### Problem requirements
When the string "numbered" appears in a line of the records, show the whole line.

### Entries provided
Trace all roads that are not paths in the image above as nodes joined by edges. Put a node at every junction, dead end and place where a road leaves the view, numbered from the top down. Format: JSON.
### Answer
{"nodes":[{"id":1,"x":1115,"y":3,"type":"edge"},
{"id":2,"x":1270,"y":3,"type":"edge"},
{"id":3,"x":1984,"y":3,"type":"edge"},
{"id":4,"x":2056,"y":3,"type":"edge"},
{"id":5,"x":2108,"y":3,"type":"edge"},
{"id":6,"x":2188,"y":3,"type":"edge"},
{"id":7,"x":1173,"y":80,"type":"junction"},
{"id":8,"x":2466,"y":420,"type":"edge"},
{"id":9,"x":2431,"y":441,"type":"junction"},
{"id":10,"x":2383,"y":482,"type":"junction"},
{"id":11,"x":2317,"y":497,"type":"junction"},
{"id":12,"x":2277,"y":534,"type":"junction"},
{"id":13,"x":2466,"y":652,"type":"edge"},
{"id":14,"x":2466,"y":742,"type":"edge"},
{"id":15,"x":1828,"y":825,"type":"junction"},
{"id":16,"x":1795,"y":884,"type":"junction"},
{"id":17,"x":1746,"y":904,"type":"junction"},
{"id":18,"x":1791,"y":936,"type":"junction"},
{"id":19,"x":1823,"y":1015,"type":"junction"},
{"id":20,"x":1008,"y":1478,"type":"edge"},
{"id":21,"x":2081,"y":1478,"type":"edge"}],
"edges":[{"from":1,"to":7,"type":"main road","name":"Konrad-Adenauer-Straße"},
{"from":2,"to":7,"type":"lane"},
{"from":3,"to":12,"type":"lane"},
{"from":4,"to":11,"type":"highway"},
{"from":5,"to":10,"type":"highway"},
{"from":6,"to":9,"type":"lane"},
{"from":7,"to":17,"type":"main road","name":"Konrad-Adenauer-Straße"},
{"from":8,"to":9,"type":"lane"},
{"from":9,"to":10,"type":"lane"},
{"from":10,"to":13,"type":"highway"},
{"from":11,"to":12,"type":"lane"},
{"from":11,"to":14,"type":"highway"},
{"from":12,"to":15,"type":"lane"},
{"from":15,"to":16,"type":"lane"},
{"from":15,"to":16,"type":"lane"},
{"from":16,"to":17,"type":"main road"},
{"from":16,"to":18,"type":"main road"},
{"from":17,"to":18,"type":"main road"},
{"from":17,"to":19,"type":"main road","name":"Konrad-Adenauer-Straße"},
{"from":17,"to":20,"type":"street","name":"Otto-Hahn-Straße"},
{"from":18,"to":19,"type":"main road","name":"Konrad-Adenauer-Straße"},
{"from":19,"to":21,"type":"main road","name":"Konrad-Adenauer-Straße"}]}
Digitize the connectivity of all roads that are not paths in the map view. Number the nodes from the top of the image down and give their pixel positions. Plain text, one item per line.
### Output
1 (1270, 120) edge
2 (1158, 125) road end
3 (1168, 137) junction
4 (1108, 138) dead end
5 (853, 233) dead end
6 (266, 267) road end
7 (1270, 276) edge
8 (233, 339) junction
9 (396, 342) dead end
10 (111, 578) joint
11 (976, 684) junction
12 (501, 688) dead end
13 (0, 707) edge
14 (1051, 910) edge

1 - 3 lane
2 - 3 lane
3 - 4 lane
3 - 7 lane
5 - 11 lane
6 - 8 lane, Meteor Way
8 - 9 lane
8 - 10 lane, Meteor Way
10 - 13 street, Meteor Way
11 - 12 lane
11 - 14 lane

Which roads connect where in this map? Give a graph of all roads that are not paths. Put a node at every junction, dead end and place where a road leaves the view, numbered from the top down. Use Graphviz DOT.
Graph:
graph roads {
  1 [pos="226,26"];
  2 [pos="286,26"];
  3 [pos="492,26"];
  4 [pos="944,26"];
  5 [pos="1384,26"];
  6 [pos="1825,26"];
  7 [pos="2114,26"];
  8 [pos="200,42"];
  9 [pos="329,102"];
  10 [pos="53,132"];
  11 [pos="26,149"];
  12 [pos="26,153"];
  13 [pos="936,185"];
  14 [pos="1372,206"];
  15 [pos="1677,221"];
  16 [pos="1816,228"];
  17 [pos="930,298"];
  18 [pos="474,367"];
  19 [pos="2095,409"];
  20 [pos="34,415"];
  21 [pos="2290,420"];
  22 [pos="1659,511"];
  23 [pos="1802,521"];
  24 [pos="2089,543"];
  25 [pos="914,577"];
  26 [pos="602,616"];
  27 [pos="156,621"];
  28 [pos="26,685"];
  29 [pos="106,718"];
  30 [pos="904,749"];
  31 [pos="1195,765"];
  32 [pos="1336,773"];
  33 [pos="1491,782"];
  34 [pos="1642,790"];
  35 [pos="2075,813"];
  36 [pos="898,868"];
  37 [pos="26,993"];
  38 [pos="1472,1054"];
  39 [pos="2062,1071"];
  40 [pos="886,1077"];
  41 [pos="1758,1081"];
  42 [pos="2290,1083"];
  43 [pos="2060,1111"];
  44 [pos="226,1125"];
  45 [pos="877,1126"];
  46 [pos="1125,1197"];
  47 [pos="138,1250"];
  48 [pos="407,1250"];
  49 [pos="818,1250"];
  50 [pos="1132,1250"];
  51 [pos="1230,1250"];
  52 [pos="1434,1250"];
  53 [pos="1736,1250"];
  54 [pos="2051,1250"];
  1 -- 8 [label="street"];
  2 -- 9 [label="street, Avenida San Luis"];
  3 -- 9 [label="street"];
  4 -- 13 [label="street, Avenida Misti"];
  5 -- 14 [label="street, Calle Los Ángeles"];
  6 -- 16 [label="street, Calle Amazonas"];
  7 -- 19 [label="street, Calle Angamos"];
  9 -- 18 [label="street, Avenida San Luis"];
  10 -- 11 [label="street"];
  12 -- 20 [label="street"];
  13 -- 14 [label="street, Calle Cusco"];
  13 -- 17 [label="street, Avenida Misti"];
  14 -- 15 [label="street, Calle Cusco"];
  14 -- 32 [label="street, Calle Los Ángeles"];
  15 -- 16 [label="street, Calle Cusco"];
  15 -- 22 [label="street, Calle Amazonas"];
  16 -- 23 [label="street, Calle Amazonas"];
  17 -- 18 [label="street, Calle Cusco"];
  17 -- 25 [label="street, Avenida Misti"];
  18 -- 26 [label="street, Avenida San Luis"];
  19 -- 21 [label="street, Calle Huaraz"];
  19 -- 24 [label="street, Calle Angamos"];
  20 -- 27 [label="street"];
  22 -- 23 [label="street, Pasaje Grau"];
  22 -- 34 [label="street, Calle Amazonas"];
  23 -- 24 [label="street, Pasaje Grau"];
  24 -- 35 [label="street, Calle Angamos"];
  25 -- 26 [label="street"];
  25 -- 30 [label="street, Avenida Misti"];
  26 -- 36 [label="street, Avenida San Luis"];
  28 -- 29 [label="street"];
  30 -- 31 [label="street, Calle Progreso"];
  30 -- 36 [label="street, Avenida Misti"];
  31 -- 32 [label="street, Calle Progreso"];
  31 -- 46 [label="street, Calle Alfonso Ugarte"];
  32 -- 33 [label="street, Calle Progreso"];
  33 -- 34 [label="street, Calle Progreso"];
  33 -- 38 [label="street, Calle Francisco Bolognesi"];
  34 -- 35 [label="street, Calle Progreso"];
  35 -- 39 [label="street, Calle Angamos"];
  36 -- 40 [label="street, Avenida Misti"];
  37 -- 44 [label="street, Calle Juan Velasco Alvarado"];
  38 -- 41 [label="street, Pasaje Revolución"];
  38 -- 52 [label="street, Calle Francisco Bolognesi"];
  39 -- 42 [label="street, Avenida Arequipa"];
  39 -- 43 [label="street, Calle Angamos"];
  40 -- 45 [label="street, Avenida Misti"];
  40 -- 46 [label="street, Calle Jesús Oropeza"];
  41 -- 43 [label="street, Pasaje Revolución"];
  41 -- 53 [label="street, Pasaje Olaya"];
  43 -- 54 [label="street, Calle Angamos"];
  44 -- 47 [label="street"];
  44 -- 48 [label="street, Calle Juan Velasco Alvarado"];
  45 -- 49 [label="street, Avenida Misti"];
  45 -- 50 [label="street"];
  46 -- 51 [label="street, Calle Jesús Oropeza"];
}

### Result for this exercise
Trace all roads that are not paths in the image above as nodes joined by edges. Put a node at every junction, dead end and place where a road leaves the view, numbered from the top down. Format: JSON.
Which roads connect where in this map? Give a graph of all roads that are not paths. Put a node at every junction, dead end and place where a road leaves the view, numbered from the top down. Use Graphviz DOT.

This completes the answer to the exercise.